Task
Transcribe the records below word for word, leaving every picture out.

Stored data entries
------------

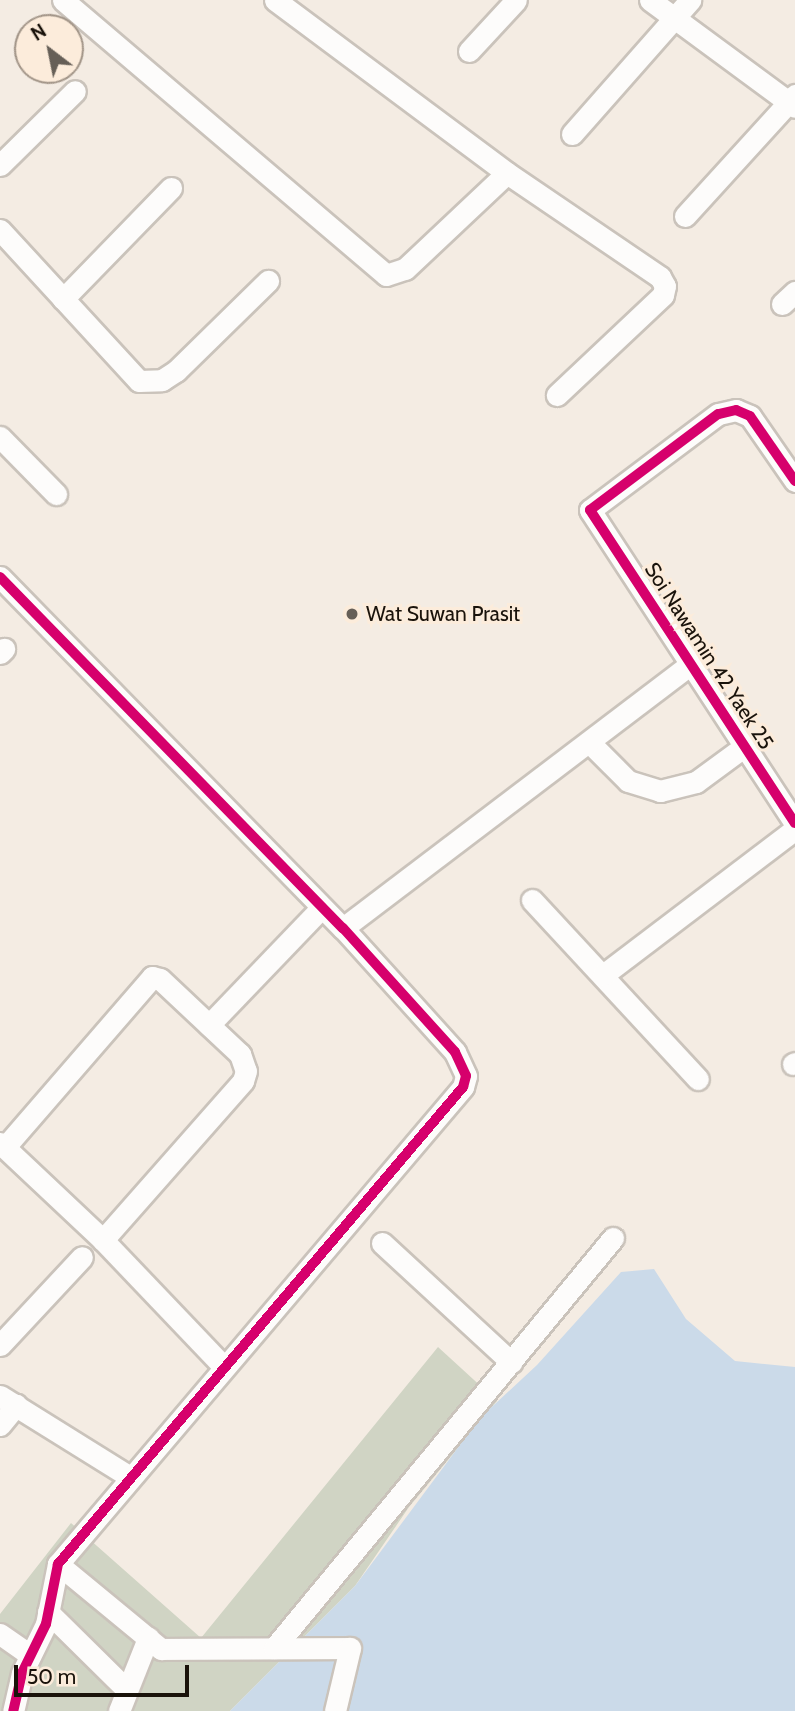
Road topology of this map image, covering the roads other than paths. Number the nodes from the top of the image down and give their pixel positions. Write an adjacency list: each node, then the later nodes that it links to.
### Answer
1 (63, 0): 12 (street)
2 (275, 0): 12 (street)
3 (516, 0): 7 (street)
4 (650, 0): 6 (street)
5 (690, 0): 6 (street)
6 (673, 19): 9 (street); 10 (street)
7 (469, 51)
8 (75, 91): 11 (street)
9 (793, 101): 14 (street)
10 (572, 134)
11 (0, 165)
12 (507, 173): 18 (street)
13 (171, 188): 17 (street)
14 (685, 216)
15 (0, 230): 17 (street)
16 (268, 281): 17 (street)
17 (63, 299)
18 (557, 395)
19 (0, 437): 21 (street)
20 (795, 481): 23 (street, Soi Nawamin 42 Yaek 25)
21 (56, 494)
22 (0, 577): 29 (street)
23 (691, 664): 24 (street); 25 (street, Soi Nawamin 42 Yaek 25)
24 (589, 742): 25 (street); 30 (street)
25 (745, 746): 26 (street, Soi Nawamin 42 Yaek 25)
26 (795, 823)
27 (795, 829): 31 (street)
28 (532, 900): 31 (street)
29 (322, 907): 30 (street); 32 (street)
30 (343, 928): 41 (street)
31 (603, 975): 33 (street)
32 (209, 1025): 34 (street); 36 (street)
33 (698, 1079)
34 (2, 1145): 36 (street)
35 (613, 1238): 40 (street)
36 (103, 1240): 41 (street)
37 (382, 1243): 40 (street)
38 (82, 1258): 39 (street)
39 (0, 1345)
40 (511, 1362): 49 (street)
41 (223, 1367): 44 (street)
42 (8, 1400): 43 (street); 44 (street)
43 (0, 1425)
44 (130, 1478): 45 (street)
45 (58, 1564): 46 (street); 48 (street)
46 (48, 1612): 50 (street); 51 (street)
47 (0, 1634): 50 (street)
48 (148, 1638): 49 (street); 51 (street)
49 (275, 1648): 54 (street)
50 (30, 1655): 52 (street)
51 (127, 1690): 53 (street)
52 (13, 1711)
53 (119, 1711)
54 (335, 1711)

------------

Task answer
Road topology of this map image, covering the roads other than paths. Number the nodes from the top of the image down and give their pixel positions. Write an adjacency list: each node, then the later nodes that it links to.
### Answer
1 (63, 0): 12 (street)
2 (275, 0): 12 (street)
3 (516, 0): 7 (street)
4 (650, 0): 6 (street)
5 (690, 0): 6 (street)
6 (673, 19): 9 (street); 10 (street)
7 (469, 51)
8 (75, 91): 11 (street)
9 (793, 101): 14 (street)
10 (572, 134)
11 (0, 165)
12 (507, 173): 18 (street)
13 (171, 188): 17 (street)
14 (685, 216)
15 (0, 230): 17 (street)
16 (268, 281): 17 (street)
17 (63, 299)
18 (557, 395)
19 (0, 437): 21 (street)
20 (795, 481): 23 (street, Soi Nawamin 42 Yaek 25)
21 (56, 494)
22 (0, 577): 29 (street)
23 (691, 664): 24 (street); 25 (street, Soi Nawamin 42 Yaek 25)
24 (589, 742): 25 (street); 30 (street)
25 (745, 746): 26 (street, Soi Nawamin 42 Yaek 25)
26 (795, 823)
27 (795, 829): 31 (street)
28 (532, 900): 31 (street)
29 (322, 907): 30 (street); 32 (street)
30 (343, 928): 41 (street)
31 (603, 975): 33 (street)
32 (209, 1025): 34 (street); 36 (street)
33 (698, 1079)
34 (2, 1145): 36 (street)
35 (613, 1238): 40 (street)
36 (103, 1240): 41 (street)
37 (382, 1243): 40 (street)
38 (82, 1258): 39 (street)
39 (0, 1345)
40 (511, 1362): 49 (street)
41 (223, 1367): 44 (street)
42 (8, 1400): 43 (street); 44 (street)
43 (0, 1425)
44 (130, 1478): 45 (street)
45 (58, 1564): 46 (street); 48 (street)
46 (48, 1612): 50 (street); 51 (street)
47 (0, 1634): 50 (street)
48 (148, 1638): 49 (street); 51 (street)
49 (275, 1648): 54 (street)
50 (30, 1655): 52 (street)
51 (127, 1690): 53 (street)
52 (13, 1711)
53 (119, 1711)
54 (335, 1711)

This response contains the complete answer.